• [What needs to be done] In the data below, how many lines contain the word "roads"? Answer with the number alone.

------ Data ------

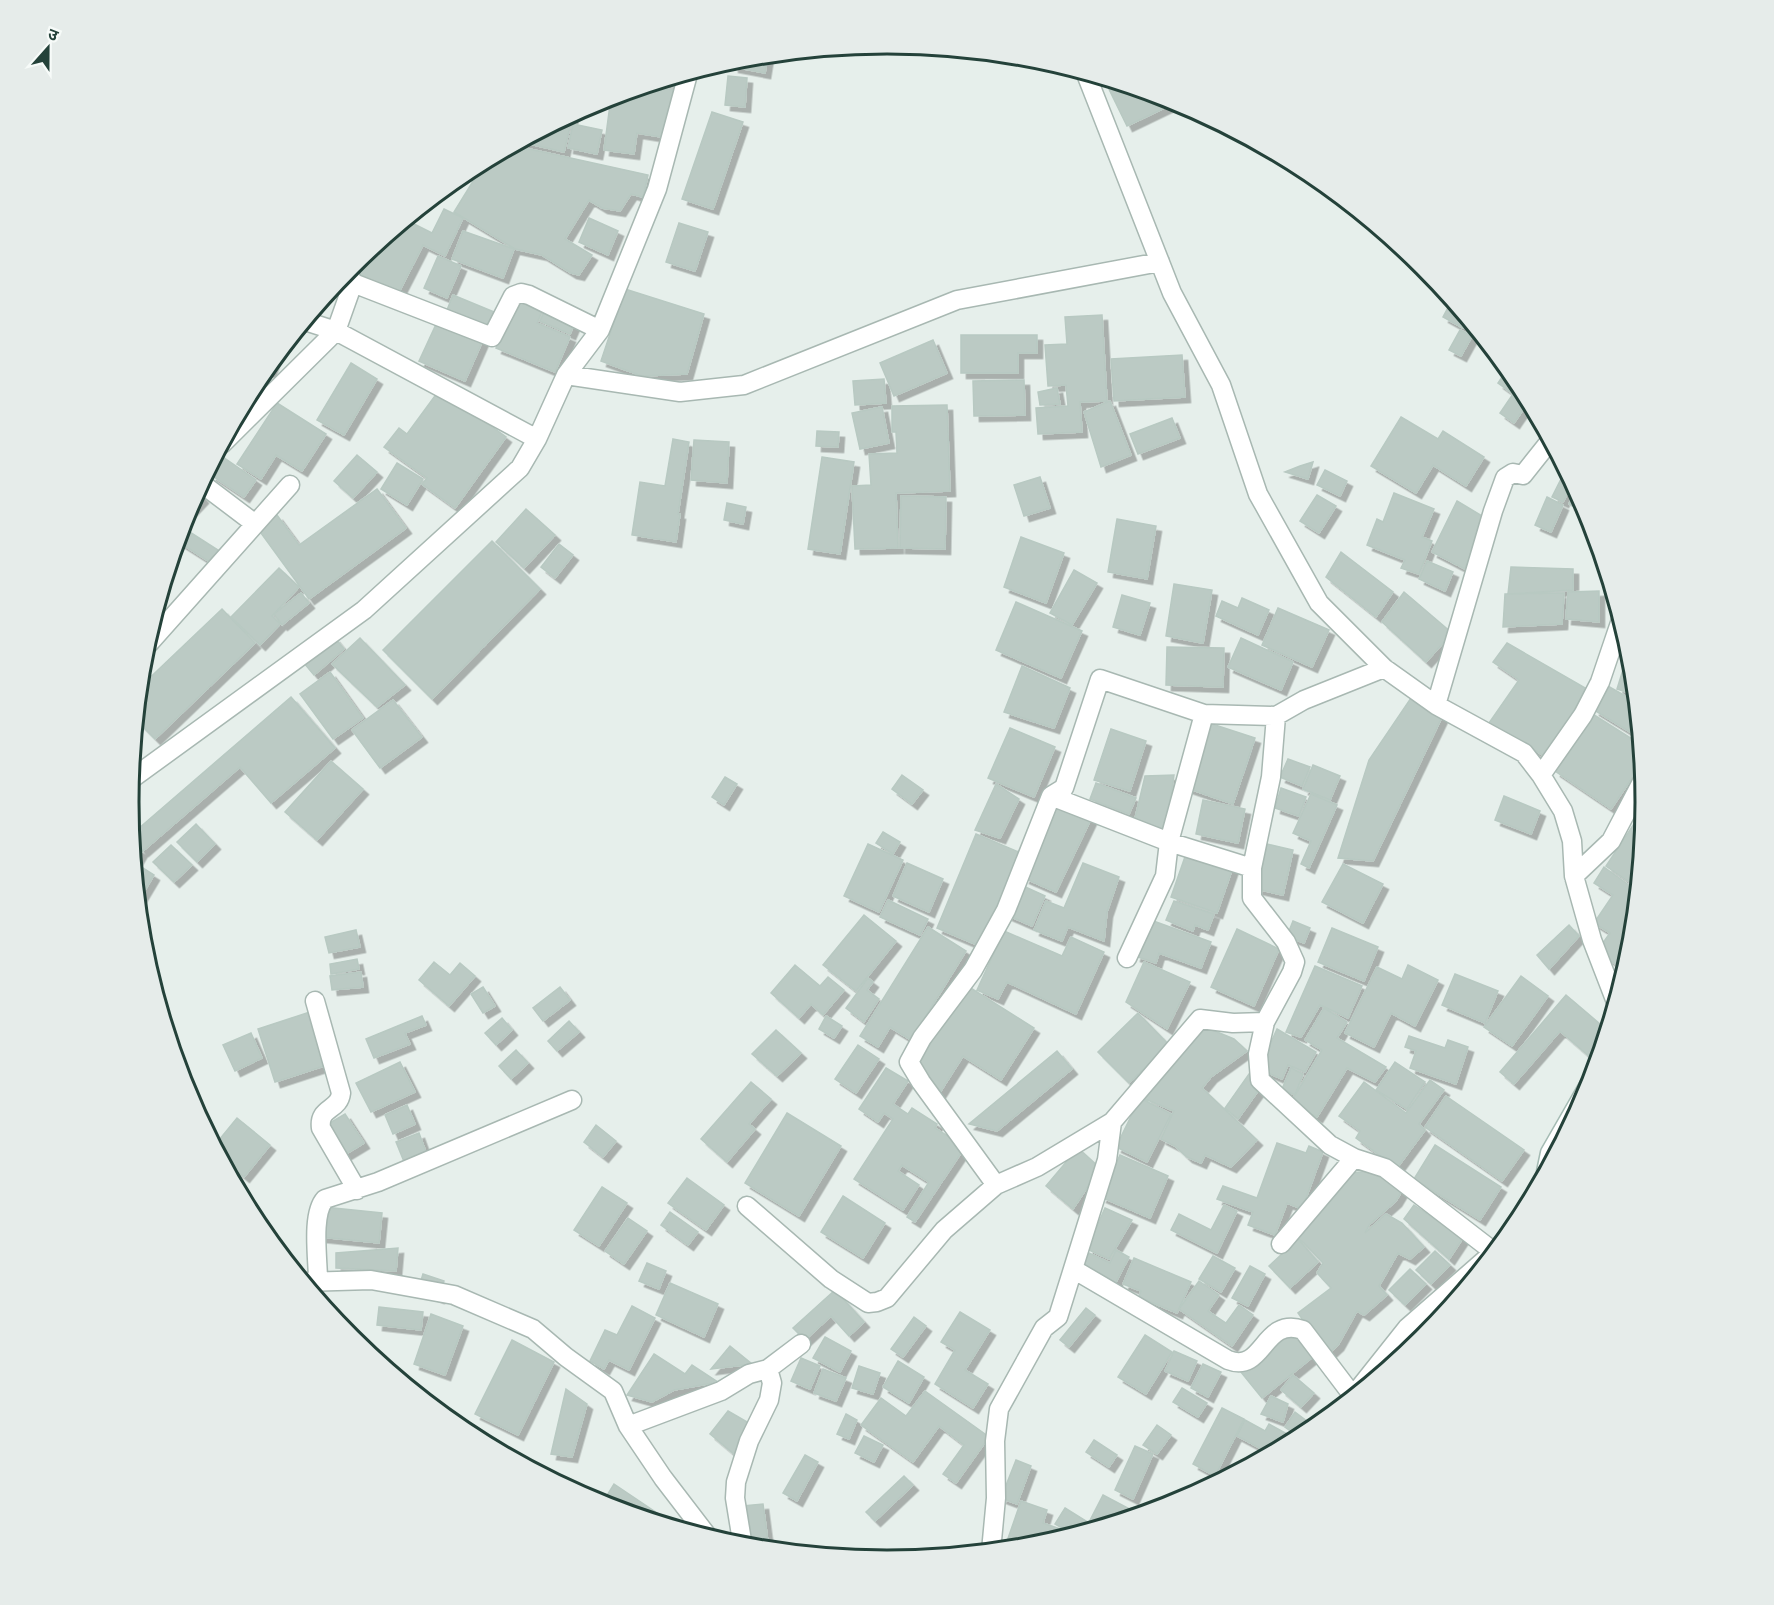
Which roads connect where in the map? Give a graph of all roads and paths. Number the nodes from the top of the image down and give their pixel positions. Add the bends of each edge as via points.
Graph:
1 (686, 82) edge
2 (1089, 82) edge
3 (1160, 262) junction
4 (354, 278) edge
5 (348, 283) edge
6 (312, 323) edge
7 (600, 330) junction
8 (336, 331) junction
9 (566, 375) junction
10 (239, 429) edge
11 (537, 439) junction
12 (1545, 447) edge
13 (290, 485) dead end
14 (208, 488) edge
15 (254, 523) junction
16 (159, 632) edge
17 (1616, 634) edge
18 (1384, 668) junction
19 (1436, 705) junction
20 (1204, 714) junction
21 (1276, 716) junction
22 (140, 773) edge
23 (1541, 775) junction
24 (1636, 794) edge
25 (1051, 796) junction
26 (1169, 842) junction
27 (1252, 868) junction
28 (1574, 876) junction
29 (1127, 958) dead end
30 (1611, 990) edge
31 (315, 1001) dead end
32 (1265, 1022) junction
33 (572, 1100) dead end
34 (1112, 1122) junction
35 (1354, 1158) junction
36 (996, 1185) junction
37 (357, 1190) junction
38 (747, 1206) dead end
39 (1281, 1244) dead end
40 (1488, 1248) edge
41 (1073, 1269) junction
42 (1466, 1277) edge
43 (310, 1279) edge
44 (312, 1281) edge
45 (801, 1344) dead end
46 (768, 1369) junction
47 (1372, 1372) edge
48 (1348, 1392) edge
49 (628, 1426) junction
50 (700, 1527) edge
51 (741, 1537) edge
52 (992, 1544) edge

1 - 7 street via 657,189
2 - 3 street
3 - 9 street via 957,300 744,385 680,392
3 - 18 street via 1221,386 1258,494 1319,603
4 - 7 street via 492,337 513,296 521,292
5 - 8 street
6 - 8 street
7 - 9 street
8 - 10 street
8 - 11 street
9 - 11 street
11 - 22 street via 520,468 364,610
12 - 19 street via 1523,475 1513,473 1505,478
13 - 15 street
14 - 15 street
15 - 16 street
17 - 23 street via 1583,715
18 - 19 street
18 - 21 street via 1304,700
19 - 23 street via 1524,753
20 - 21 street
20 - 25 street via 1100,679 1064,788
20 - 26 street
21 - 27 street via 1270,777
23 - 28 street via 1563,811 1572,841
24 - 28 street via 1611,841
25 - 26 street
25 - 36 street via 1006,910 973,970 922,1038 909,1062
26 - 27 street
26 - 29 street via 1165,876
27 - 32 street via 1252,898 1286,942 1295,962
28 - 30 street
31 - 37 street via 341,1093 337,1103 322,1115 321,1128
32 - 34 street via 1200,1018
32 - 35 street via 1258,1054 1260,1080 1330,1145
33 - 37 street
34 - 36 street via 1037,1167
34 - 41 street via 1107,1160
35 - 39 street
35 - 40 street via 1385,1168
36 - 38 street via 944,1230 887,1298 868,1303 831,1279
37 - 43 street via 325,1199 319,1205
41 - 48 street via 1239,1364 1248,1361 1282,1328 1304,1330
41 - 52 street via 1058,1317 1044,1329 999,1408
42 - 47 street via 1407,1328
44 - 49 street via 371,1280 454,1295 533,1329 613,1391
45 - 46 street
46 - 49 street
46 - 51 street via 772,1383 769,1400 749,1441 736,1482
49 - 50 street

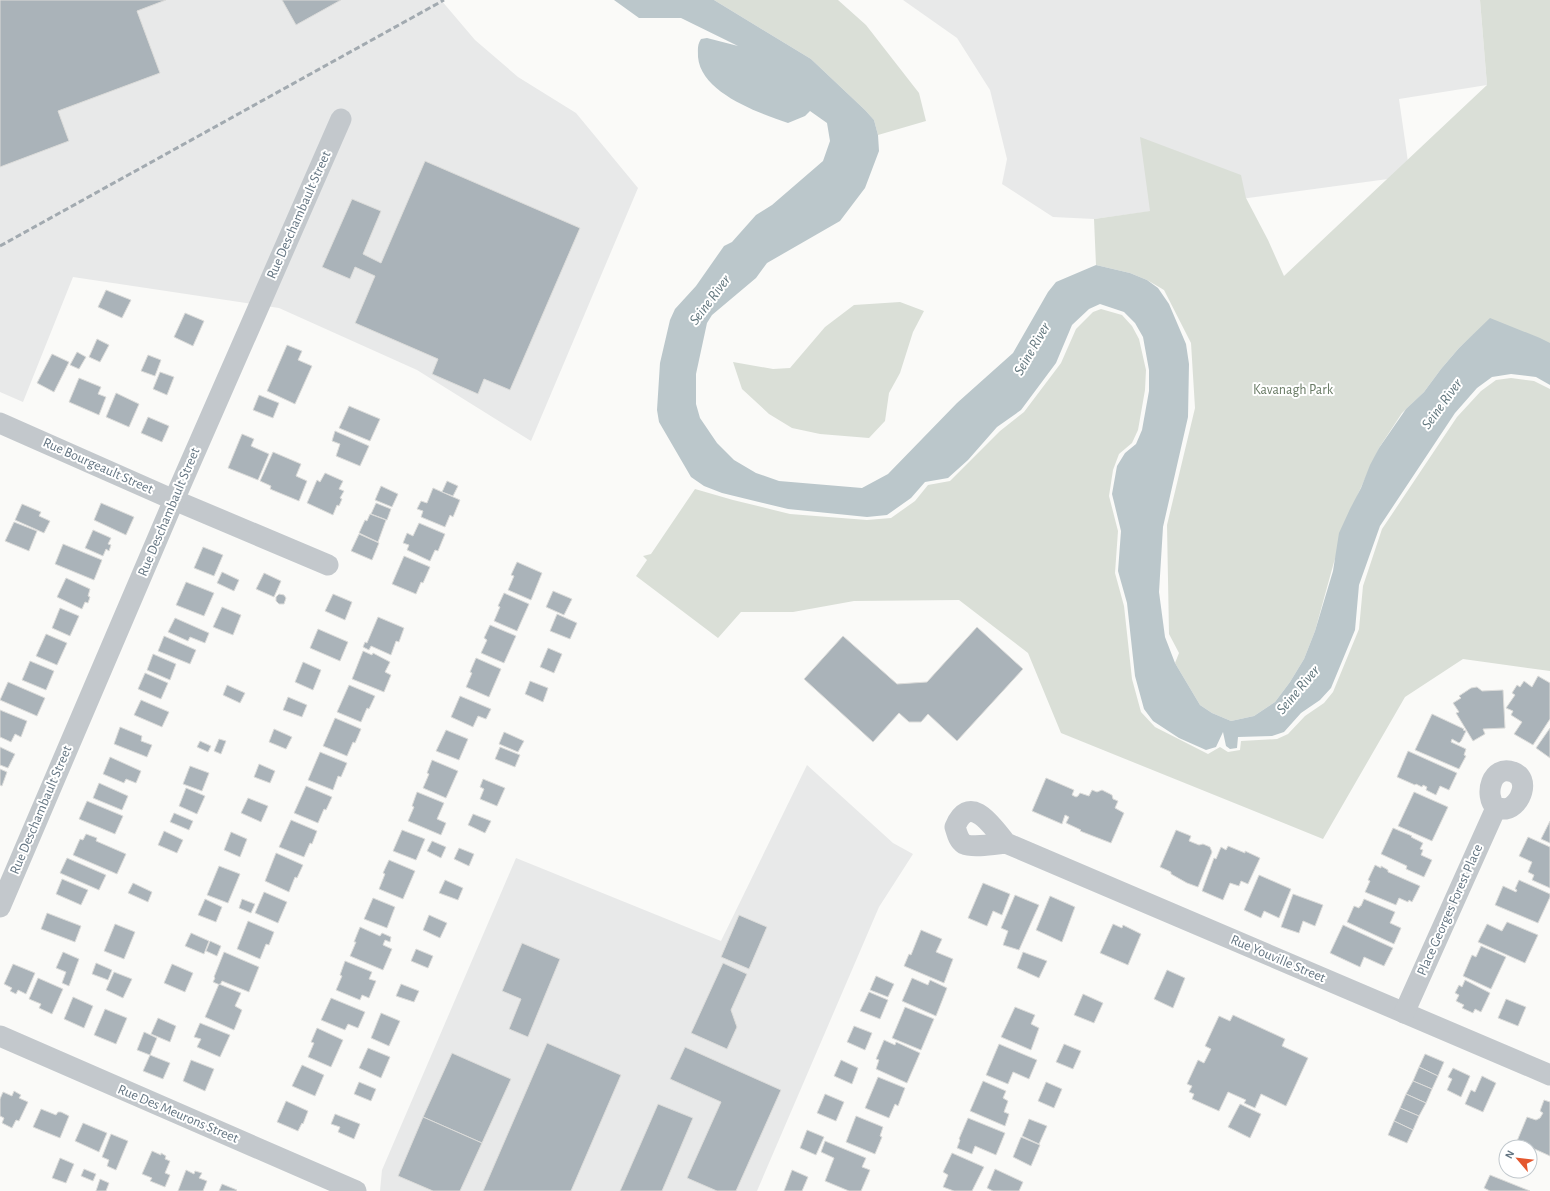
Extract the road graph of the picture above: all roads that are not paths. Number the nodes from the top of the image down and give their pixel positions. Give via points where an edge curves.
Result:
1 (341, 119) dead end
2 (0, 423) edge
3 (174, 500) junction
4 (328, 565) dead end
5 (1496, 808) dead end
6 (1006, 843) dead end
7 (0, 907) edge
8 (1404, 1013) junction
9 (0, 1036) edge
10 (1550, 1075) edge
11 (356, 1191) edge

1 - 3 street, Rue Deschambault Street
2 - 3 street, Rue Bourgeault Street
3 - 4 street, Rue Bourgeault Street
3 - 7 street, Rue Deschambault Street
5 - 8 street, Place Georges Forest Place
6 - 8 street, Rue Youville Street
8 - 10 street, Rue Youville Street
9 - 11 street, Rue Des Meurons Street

------

• [Completed exercise] 2